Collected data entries
Segment Open

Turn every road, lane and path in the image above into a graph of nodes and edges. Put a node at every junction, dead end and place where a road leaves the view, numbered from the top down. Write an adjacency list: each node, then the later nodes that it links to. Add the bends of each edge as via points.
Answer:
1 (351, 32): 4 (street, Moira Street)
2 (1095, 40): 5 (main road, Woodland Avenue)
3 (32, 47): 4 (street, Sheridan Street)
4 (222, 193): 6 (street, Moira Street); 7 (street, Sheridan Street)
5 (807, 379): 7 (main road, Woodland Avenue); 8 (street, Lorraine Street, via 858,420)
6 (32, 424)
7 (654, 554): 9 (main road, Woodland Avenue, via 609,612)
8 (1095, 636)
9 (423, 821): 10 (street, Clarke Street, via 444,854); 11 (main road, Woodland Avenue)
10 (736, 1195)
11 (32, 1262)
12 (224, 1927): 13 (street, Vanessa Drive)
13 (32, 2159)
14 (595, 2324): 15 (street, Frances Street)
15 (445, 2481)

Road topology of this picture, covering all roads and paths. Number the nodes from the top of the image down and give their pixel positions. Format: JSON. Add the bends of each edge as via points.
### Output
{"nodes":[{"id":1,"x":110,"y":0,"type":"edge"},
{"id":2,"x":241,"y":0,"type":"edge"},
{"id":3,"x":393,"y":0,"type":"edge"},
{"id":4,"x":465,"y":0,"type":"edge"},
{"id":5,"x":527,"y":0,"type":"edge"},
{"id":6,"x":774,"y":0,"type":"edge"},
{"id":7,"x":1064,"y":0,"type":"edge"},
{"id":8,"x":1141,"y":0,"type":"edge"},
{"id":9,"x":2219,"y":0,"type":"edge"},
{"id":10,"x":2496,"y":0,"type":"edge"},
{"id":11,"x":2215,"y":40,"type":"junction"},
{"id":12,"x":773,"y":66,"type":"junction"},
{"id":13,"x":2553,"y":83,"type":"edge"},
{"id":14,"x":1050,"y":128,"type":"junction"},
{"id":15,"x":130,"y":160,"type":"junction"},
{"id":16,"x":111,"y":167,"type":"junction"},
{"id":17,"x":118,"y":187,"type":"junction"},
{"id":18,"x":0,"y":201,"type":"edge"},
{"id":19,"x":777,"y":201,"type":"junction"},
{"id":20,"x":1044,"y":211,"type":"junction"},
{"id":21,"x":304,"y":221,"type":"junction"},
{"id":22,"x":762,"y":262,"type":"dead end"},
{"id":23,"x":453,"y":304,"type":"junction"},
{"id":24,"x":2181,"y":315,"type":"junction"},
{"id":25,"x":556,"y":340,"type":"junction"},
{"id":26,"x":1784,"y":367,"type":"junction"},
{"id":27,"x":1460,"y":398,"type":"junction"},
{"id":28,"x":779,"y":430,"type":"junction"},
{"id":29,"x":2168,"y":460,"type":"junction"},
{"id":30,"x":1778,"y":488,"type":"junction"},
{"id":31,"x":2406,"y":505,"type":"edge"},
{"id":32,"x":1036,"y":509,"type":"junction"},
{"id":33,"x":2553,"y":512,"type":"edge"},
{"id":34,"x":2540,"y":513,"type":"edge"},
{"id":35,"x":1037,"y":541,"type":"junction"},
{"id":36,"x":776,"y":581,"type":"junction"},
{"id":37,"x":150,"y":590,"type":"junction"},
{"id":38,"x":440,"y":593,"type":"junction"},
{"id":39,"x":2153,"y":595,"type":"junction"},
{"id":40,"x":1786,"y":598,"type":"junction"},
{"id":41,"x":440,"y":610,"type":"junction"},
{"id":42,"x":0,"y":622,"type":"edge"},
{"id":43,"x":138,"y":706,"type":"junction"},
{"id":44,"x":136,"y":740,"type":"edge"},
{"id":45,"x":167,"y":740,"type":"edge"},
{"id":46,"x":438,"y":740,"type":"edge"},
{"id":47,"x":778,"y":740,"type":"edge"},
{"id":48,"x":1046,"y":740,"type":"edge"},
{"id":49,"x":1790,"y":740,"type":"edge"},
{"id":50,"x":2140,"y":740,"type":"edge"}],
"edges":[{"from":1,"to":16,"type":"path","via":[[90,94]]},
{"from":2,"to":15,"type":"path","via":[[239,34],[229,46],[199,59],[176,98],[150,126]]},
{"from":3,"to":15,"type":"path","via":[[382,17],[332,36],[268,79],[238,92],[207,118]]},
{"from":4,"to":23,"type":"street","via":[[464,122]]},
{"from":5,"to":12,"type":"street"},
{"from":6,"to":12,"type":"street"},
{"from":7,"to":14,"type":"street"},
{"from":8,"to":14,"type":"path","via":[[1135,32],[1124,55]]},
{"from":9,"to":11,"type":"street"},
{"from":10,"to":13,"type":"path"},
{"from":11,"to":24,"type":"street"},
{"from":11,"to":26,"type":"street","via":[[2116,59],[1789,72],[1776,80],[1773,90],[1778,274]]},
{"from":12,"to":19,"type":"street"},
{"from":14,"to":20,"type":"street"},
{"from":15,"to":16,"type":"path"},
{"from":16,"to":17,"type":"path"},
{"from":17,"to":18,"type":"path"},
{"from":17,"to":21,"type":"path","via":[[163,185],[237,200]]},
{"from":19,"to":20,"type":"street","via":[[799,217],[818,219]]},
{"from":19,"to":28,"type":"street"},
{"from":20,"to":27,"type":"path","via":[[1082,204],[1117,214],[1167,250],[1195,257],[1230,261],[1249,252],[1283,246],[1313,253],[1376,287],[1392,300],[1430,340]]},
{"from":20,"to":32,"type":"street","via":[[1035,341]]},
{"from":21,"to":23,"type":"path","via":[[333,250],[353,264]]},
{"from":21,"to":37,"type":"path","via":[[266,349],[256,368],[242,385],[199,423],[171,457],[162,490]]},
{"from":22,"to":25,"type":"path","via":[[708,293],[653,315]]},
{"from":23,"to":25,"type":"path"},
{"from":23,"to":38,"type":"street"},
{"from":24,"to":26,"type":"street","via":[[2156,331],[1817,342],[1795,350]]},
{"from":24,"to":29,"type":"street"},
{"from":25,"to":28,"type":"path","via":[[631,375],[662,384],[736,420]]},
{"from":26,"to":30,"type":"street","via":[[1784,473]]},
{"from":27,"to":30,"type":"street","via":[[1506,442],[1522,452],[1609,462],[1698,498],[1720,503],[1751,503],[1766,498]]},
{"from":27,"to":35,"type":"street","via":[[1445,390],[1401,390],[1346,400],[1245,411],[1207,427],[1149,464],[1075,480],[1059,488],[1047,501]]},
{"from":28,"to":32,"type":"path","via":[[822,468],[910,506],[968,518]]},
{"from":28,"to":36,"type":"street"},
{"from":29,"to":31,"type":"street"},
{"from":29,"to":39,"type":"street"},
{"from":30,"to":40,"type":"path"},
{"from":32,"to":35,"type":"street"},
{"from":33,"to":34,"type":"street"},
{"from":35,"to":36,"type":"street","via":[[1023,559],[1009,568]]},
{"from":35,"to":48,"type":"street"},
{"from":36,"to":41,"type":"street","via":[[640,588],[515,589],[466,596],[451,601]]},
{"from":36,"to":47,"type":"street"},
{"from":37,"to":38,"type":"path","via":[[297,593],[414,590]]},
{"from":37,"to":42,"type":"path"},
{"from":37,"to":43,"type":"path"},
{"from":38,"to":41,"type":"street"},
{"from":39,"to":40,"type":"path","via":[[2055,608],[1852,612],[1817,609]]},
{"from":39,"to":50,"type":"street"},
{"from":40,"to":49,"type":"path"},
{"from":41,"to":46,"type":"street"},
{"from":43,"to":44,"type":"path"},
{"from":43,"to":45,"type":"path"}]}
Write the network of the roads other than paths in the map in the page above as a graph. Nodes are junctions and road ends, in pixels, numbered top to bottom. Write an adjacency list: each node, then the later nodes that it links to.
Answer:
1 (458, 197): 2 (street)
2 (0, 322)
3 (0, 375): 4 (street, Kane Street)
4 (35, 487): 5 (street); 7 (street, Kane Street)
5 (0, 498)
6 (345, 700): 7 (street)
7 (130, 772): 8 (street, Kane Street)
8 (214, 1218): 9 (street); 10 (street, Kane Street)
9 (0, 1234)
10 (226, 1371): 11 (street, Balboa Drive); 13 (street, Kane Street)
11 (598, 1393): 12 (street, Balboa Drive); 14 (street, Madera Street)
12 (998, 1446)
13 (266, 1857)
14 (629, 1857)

Segment Closed

*Exercise*
Give again, word for word, the records from their first line to the one with "Road topology of", and leave out all else.

*Solution to the problem*
Turn every road, lane and path in the image above into a graph of nodes and edges. Put a node at every junction, dead end and place where a road leaves the view, numbered from the top down. Write an adjacency list: each node, then the later nodes that it links to. Add the bends of each edge as via points.
Answer:
1 (351, 32): 4 (street, Moira Street)
2 (1095, 40): 5 (main road, Woodland Avenue)
3 (32, 47): 4 (street, Sheridan Street)
4 (222, 193): 6 (street, Moira Street); 7 (street, Sheridan Street)
5 (807, 379): 7 (main road, Woodland Avenue); 8 (street, Lorraine Street, via 858,420)
6 (32, 424)
7 (654, 554): 9 (main road, Woodland Avenue, via 609,612)
8 (1095, 636)
9 (423, 821): 10 (street, Clarke Street, via 444,854); 11 (main road, Woodland Avenue)
10 (736, 1195)
11 (32, 1262)
12 (224, 1927): 13 (street, Vanessa Drive)
13 (32, 2159)
14 (595, 2324): 15 (street, Frances Street)
15 (445, 2481)

Road topology of this picture, covering all roads and paths. Number the nodes from the top of the image down and give their pixel positions. Format: JSON. Add the bends of each edge as via points.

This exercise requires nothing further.